A linear transformation is a mathematical function that maps a vector space to another vector space while preserving the linear structure of the original space. It is represented by a matrix and can be thought of as a geometric transformation of the underlying vector space.

2. What are the properties of a linear transformation?

A linear transformation must satisfy two main properties: preservation of addition and preservation of scalar multiplication. This means that the transformation must maintain the sum of two vectors and the multiplication of a vector by a scalar. Additionally, a linear transformation must also map the zero vector to the zero vector and preserve the order of multiplication.

3. How is a linear transformation represented?

A linear transformation is represented by a matrix, where each column represents the values that the basis vectors of the original vector space are mapped to in the new vector space. The matrix can then be used to transform any vector in the original space to the new space.

4. What is the difference between a linear transformation and a linear function?

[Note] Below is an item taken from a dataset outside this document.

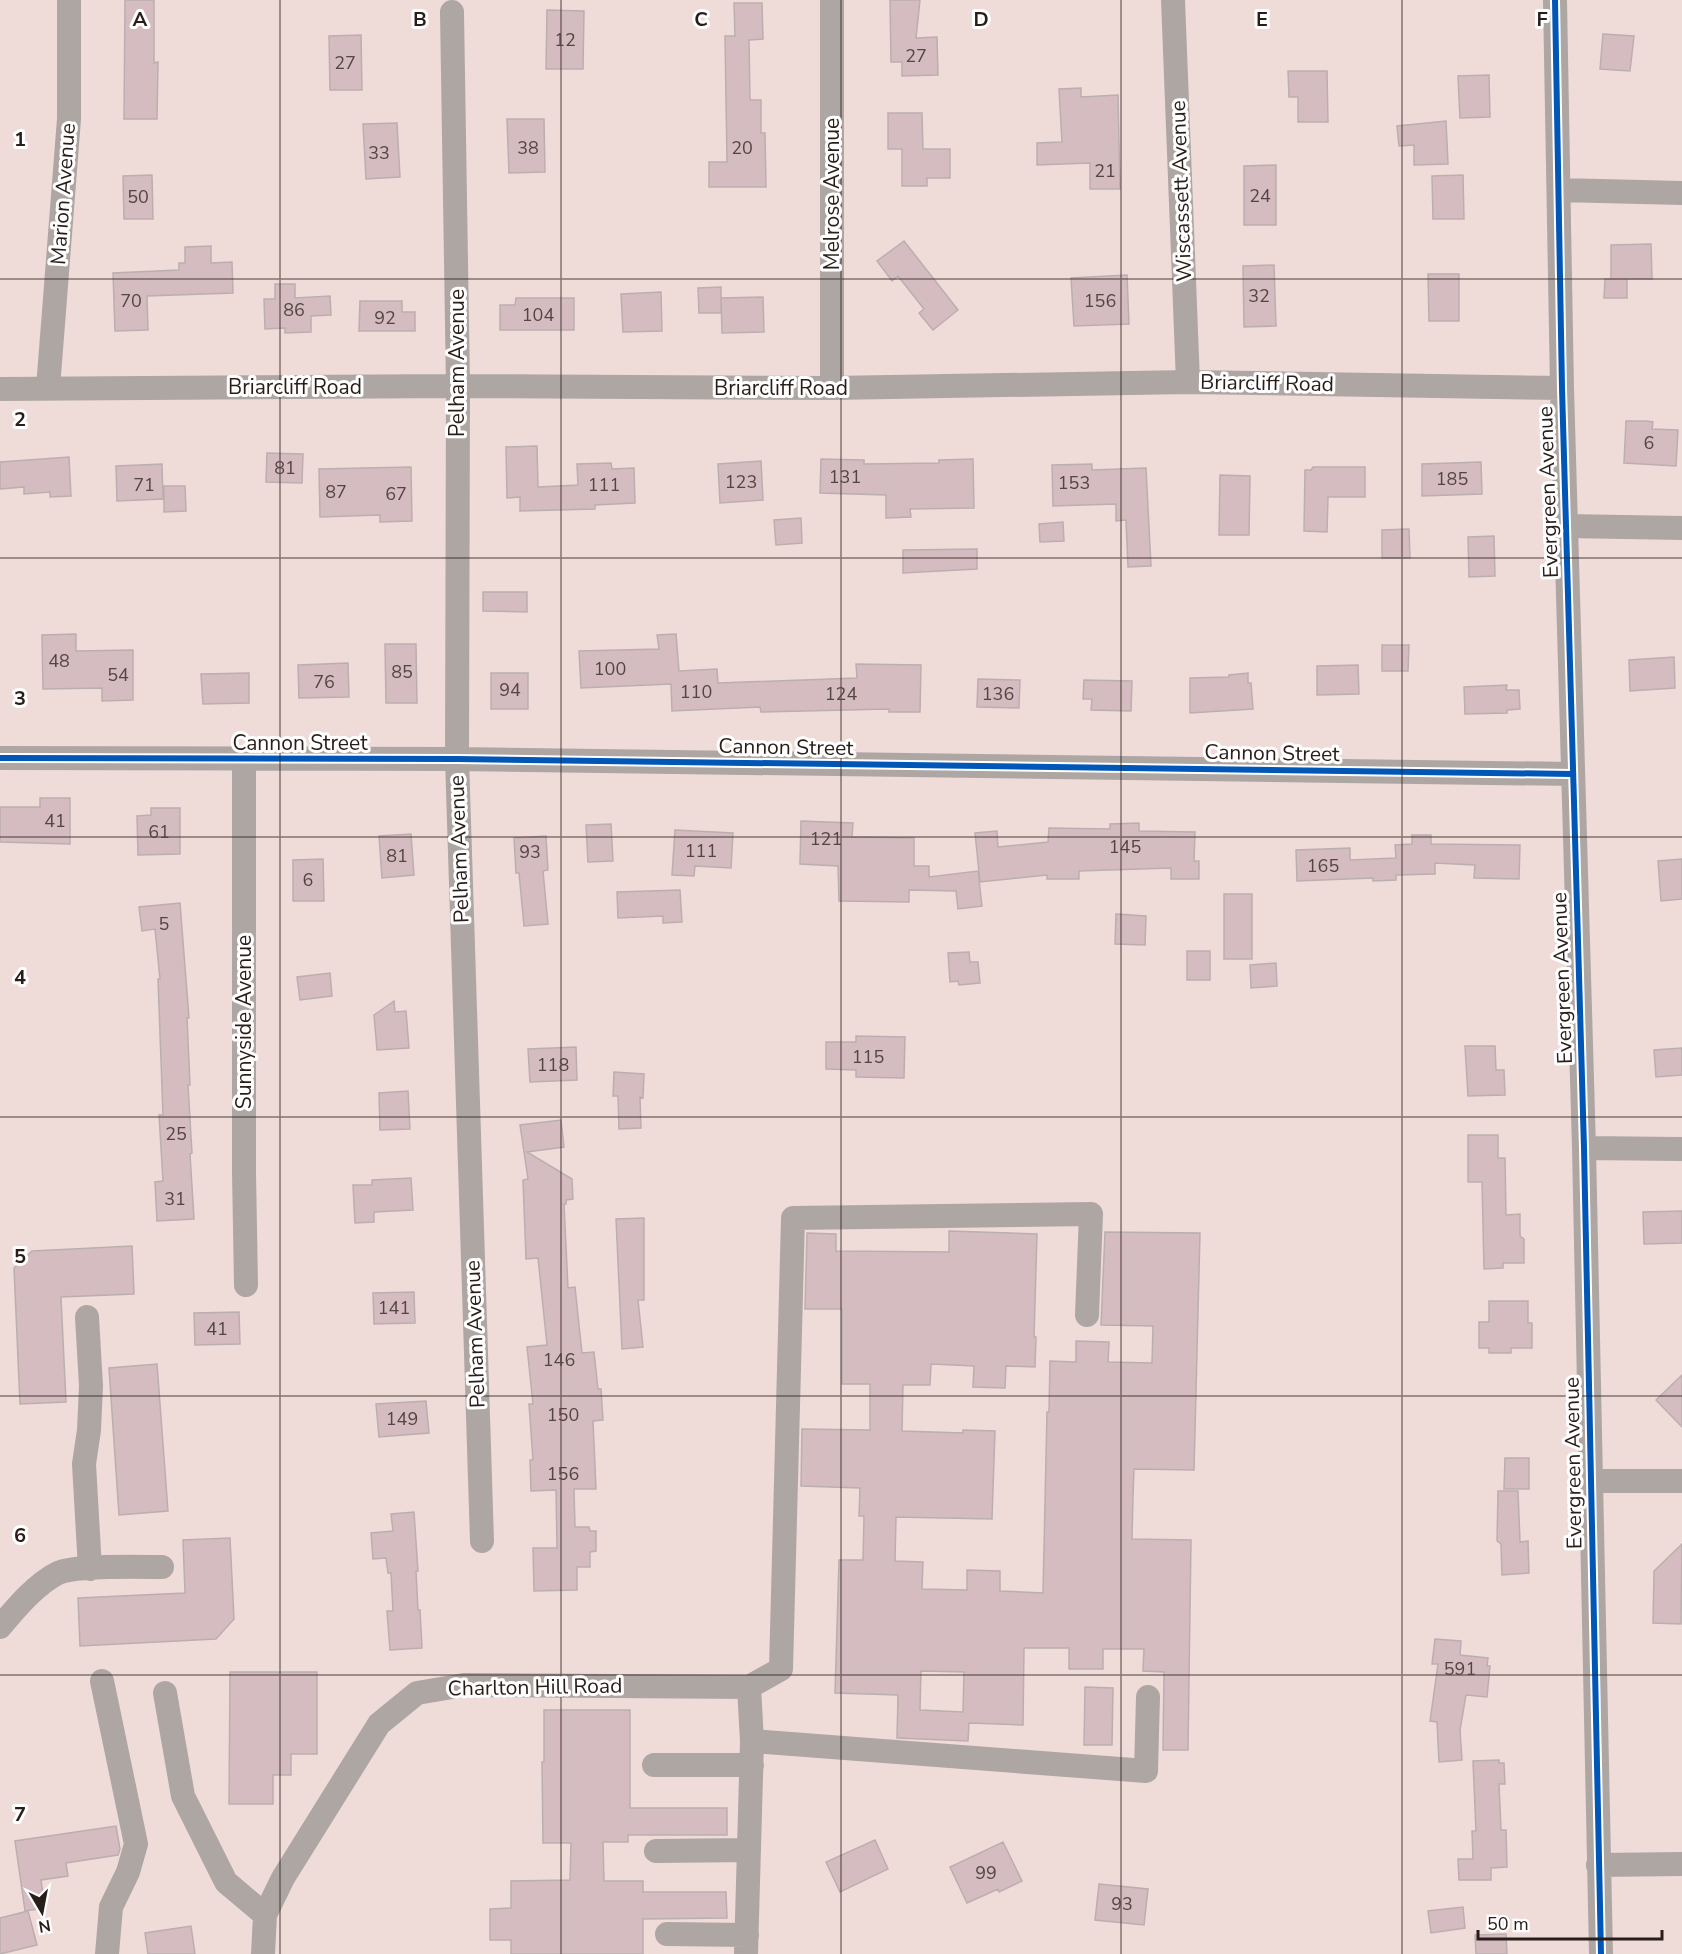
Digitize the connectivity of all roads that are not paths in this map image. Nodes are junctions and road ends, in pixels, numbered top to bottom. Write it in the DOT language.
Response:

A linear transformation is a more general concept that applies to vector spaces, while a linear function is a specific type of transformation that applies to real numbers. A linear transformation can be represented by a matrix, while a linear function is typically represented by an equation in the form of y = mx + b.

5. How is a linear transformation used in real-world applications?

Linear transformations are used in a variety of fields, including physics, engineering, and computer graphics. In physics, they are used to represent physical systems and their transformations. In engineering, they are used to model and analyze systems such as electrical circuits and control systems. In computer graphics, they are used to manipulate and transform objects in 2D and 3D space.